Пока Кромвель с горечью размышлял над полученным приказом, Генрих уже принял решение: прежде чем освободиться от новой жены, необходимо отделаться от надоевшего министра. Райотсли по приказу короля в тот же день, 8 июня, составил королевские письма, обвинявшие Кромвеля в том, что он нарушил составленный Генрихом план нового церковного устройства.

Вчера еще могущественный министр стал обреченным человеком, отверженным, отмеченным печатью королевской немилости. Об этом знали уже другие царедворцы и советники – почти все, кроме него самого, руководителя секретной службы. 10 июня 1540 года, когда члены Тайного совета шли из Вестминстера, где заседал парламент, во дворец, порыв ветра сорвал шапку с головы Кромвеля. Вопреки обычной вежливости, требовавшей, чтобы и остальные советники также сняли шапки, все остались в головных уборах. Кромвель все понял. Он имел еще мужество усмехнуться: «Сильный ветер сорвал мою шапку и сохранил все ваши!»

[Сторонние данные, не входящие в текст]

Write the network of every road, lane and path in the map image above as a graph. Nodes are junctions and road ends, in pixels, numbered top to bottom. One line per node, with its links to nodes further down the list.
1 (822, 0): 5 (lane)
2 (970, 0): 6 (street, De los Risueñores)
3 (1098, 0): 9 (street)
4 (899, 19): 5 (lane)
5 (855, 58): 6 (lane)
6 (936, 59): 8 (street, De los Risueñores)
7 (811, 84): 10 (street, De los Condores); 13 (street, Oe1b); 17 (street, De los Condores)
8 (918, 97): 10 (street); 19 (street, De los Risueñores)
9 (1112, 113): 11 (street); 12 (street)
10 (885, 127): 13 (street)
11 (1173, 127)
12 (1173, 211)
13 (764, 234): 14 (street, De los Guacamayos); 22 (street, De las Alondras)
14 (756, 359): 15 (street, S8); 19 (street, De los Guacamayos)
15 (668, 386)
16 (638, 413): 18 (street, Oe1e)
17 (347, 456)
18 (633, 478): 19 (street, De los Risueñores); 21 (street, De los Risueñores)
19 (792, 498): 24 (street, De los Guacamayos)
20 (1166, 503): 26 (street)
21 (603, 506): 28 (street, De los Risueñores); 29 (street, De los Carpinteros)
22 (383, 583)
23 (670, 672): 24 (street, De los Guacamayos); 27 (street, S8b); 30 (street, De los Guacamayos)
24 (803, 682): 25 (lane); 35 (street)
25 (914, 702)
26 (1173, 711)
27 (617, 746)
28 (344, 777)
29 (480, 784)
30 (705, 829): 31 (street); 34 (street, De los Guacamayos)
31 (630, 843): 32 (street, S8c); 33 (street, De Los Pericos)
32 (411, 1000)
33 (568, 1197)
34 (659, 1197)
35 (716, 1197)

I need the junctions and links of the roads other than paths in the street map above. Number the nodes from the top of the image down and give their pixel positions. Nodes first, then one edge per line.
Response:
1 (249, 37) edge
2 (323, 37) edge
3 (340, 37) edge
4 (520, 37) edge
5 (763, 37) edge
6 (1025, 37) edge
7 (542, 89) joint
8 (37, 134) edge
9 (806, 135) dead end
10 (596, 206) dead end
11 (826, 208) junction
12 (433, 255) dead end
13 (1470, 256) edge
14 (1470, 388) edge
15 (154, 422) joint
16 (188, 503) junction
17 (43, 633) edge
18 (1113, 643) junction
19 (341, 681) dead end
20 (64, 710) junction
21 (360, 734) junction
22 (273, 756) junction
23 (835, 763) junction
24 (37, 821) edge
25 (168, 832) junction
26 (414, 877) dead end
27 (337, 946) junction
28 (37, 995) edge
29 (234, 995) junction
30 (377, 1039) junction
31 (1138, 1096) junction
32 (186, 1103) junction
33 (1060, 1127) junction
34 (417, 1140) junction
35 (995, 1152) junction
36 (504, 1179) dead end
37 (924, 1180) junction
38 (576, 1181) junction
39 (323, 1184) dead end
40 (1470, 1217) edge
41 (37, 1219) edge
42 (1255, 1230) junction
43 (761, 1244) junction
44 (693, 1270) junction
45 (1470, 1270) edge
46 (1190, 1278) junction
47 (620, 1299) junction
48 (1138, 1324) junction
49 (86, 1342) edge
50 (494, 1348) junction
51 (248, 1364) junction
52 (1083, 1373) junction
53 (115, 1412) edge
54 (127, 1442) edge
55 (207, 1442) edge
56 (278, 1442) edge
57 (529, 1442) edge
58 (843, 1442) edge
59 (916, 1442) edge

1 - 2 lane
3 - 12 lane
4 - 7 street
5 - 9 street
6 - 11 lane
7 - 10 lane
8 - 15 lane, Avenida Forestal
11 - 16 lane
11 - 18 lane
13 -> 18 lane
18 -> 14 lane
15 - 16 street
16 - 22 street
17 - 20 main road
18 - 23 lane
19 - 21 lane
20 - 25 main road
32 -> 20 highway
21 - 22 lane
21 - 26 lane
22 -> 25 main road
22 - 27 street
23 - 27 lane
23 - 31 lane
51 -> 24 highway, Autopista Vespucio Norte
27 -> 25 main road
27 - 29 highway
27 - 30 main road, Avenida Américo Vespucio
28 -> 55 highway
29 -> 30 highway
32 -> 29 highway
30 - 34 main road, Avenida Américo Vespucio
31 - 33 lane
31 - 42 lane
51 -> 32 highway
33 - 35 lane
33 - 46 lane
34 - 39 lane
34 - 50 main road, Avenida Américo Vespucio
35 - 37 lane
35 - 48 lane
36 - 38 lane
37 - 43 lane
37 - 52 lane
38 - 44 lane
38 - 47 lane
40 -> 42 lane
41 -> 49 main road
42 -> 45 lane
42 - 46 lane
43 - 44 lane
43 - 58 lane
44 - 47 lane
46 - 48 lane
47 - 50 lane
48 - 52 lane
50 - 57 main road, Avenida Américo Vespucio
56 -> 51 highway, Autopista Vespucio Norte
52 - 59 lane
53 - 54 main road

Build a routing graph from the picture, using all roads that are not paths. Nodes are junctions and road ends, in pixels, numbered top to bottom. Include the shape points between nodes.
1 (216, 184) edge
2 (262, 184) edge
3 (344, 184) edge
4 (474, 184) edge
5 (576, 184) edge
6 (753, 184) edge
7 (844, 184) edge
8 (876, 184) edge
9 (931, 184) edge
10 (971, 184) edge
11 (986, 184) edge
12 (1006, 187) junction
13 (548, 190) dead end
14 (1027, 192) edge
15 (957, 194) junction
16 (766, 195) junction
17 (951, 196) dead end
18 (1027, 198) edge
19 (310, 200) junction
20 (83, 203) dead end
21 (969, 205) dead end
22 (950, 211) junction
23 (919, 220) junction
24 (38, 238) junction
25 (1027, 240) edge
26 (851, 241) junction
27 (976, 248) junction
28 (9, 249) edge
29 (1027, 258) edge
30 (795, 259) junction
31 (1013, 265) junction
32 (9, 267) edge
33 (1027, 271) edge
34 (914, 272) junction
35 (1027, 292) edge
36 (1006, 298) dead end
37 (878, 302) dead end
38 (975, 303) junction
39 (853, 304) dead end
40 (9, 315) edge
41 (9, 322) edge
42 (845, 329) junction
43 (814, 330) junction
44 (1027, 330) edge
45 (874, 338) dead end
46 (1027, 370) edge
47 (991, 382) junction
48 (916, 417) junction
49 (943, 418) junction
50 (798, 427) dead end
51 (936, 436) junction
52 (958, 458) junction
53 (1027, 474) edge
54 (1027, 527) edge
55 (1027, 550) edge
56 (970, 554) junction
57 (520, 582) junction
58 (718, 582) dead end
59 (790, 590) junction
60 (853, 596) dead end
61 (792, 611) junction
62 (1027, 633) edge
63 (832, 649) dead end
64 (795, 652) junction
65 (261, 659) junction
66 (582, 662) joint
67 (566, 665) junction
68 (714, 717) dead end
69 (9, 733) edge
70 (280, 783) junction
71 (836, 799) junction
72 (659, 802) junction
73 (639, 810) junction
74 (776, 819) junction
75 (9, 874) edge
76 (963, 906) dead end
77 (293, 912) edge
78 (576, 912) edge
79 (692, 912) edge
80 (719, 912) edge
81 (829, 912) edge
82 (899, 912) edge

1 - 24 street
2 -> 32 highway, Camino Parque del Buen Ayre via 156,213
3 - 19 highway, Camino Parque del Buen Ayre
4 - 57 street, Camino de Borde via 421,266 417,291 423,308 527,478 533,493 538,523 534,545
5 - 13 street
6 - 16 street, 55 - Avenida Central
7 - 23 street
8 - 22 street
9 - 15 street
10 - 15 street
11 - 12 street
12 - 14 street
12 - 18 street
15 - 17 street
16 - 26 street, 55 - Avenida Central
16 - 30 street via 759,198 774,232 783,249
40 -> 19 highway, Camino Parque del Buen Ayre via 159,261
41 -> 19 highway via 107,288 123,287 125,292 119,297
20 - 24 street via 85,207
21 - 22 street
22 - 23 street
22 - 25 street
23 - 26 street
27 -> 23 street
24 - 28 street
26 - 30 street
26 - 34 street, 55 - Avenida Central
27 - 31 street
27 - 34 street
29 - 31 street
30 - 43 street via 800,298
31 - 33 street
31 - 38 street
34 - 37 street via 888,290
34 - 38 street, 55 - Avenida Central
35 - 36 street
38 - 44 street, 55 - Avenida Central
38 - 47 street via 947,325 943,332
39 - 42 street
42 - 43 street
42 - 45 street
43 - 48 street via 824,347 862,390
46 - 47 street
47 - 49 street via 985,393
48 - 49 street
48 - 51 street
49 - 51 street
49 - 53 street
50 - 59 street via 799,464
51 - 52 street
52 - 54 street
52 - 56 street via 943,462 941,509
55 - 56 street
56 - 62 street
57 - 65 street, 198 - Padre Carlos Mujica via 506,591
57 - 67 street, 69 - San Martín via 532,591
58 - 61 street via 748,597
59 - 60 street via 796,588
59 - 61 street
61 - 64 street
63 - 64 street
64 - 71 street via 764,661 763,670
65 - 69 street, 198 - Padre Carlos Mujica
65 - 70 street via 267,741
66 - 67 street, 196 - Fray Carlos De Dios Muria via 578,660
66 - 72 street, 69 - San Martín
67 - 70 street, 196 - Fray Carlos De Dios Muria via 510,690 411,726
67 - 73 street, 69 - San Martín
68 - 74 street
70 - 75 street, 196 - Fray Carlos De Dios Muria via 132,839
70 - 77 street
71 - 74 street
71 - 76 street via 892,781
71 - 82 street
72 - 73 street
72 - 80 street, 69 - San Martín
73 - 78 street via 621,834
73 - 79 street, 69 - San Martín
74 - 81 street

Во время традиционного обеда во дворце Кромвеля избегали. Пока министр выслушивал пришедших к нему посетителей, его коллеги поспешили уйти в зал совещаний. С запозданием он вошел в зал и намеревался сесть на свое место, заметив: «Джентльмены, вы очень поторопились начать». Его прервал окрик Норфолка: «Кромвель, не смей здесь садиться! Изменники не сидят с дворянами!» При слове «изменники» отворилась дверь и вошел капитан с шестью солдатами. Начальник стражи подошел к министру и жестом показал ему, что он арестован. Вскочив на ноги, бросив шпагу на пол, Кромвель с горящими глазами, срывающимся голосом закричал: «Такова награда за мои труды! Я изменник? Скажите по совести, я изменник? Я никогда не имел в мыслях оскорбить Его Величество, но раз так обращаются со мной, я отказываюсь от надежды на пощаду. Я только прошу короля, чтобы мне недолго томиться в тюрьме».

Со всех сторон голос Кромвеля заглушали крики: «Изменник! Изменник!», «Тебя будут судить по законам, которые ты сочинил!», «Каждое твое слово – государственная измена!». В пылу поношений, обрушившихся на голову низвергнутого министра, Норфолк сорвал у него с шеи орден Св. Георгия, а Саутгемптон – Орден подвязки. Арестованный министр был немедленно доставлен в Тауэр. Королевский посланец во главе пятидесяти солдат занял по приказу Генриха дом Кромвеля и конфисковал все принадлежавшее ему имущество.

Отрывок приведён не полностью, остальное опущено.